At the hardware level, each core's 'Time Stamp Counter' (TSC) is zeroed upon reset and starts incrementing when the the given core leaves the reset state. Each core in the SCC has a reset bit (RESC0/RESC1) in the per-tile GCU Register that when cleared causes the tile's cores to leave the reset state. Since each per-tile GCU register is independent and there is no 'global reset' each tile's cores must be released from the reset state in a loop that iterates over all the tiles.
ETI's SCC Development Frame releases the reset on a core-by-core basis via the SIF in a tight loop, but there is still a finite skew between cores due to the reset loop overhead.

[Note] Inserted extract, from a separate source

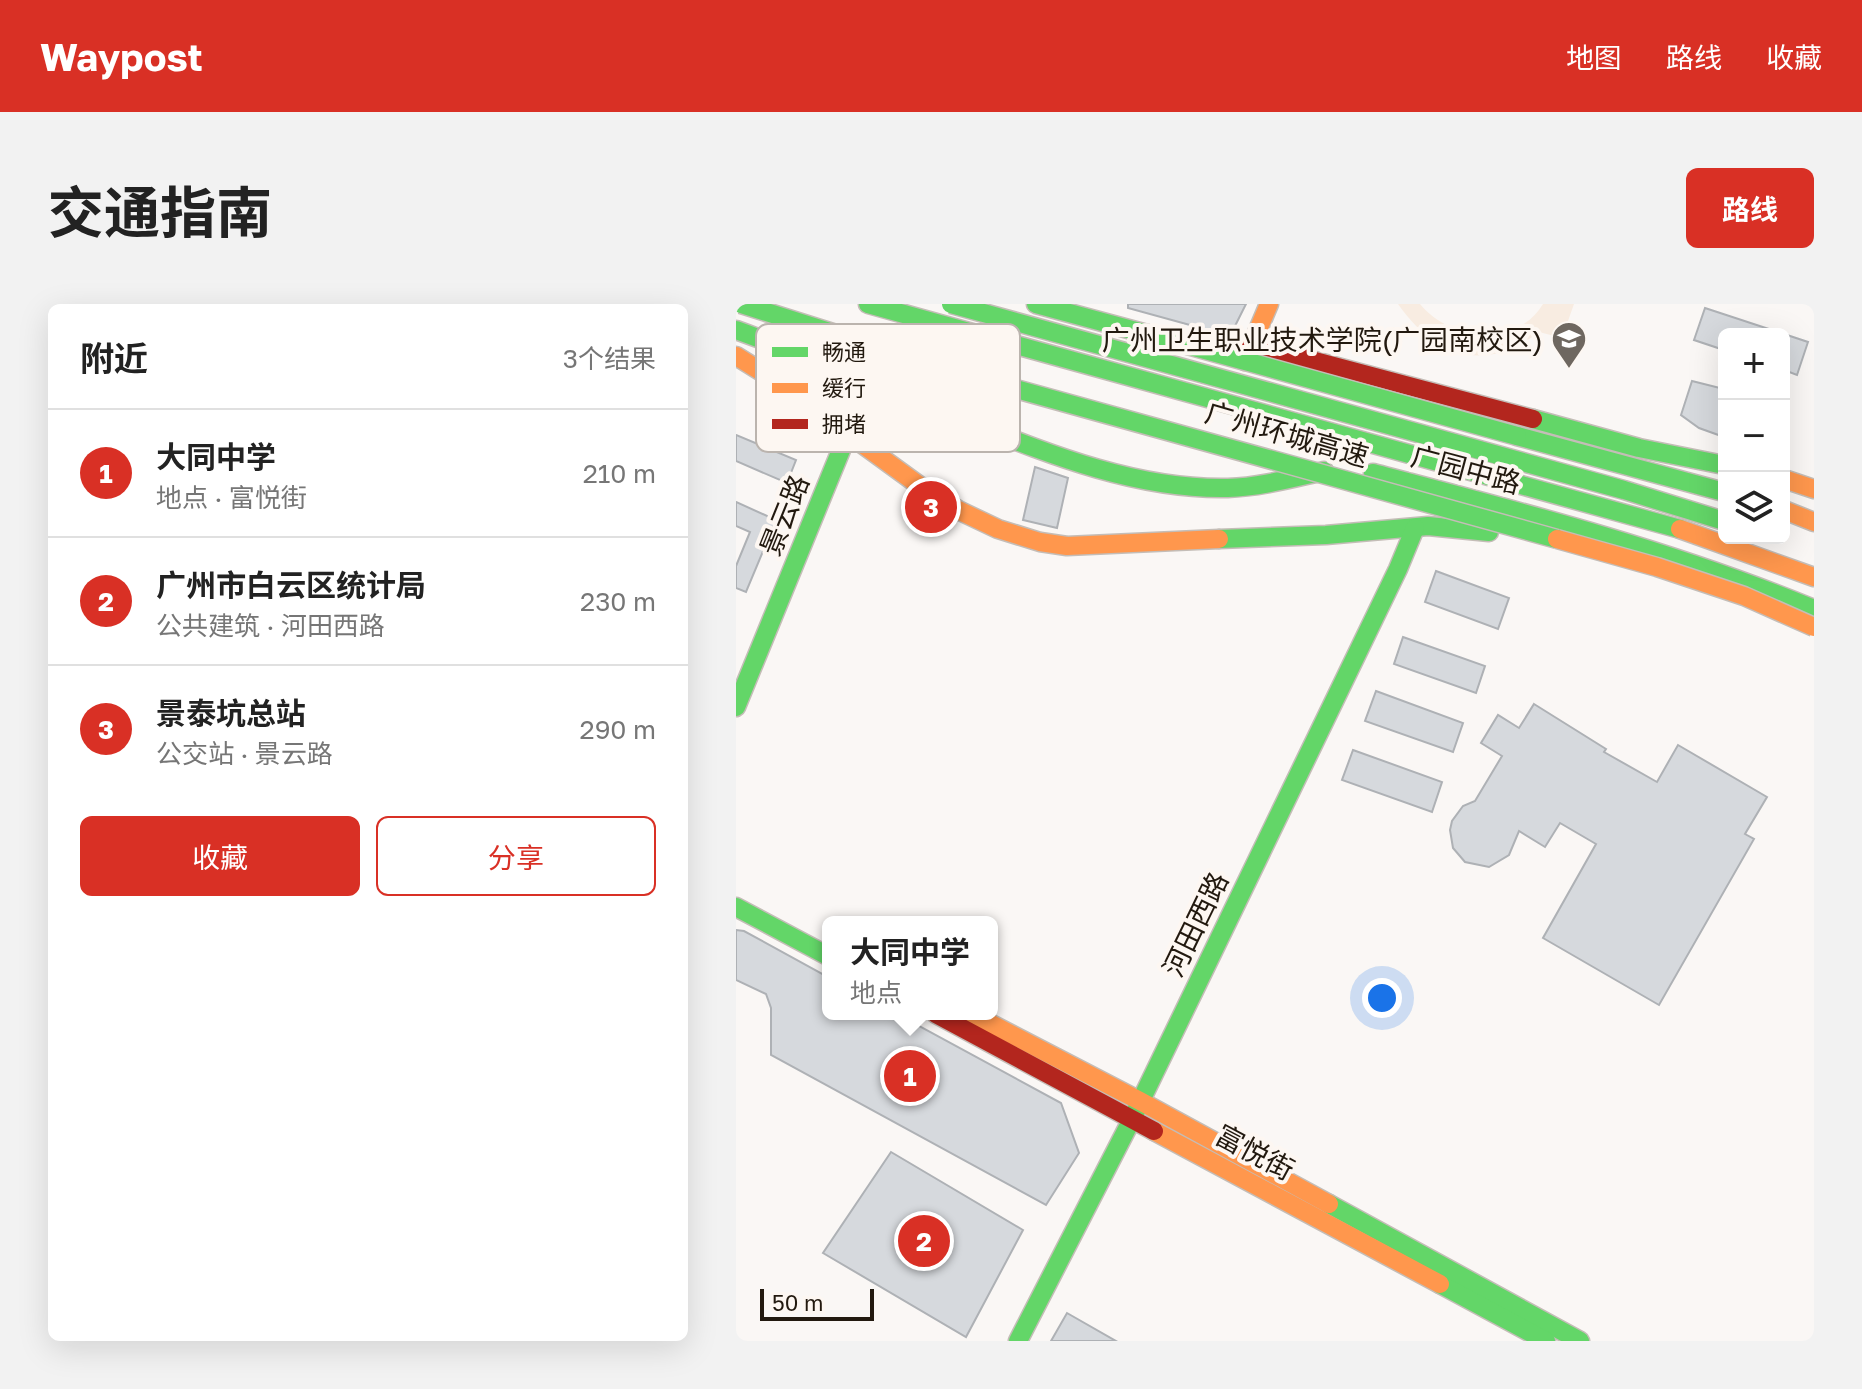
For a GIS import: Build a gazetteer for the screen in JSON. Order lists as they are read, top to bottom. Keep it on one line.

See attached file scc_time_stamp_counter-24cores.pdf for an example of the skews encoutered when sampling the TSC at the beginnning of a simple program.
Clock synchronization requires a barrier with a deterministic release latency to synchronize all the cores, then each core should fetch its Time Stamp Counter via the RDTSC instruction to determine its particular clock offset.
A RCCE clock synchronization example can be found at the end of RCCE's RCP_init_RPC() function in the RCCE_power_management.c file, where a barrier is used to synchronize the cores.
Reference: Intel Architecture Software Developer’s Manual, Volume 3: System Programming, Section 2.6.6. -
'Reading Performance-Monitoring and Time-Stamp Counters'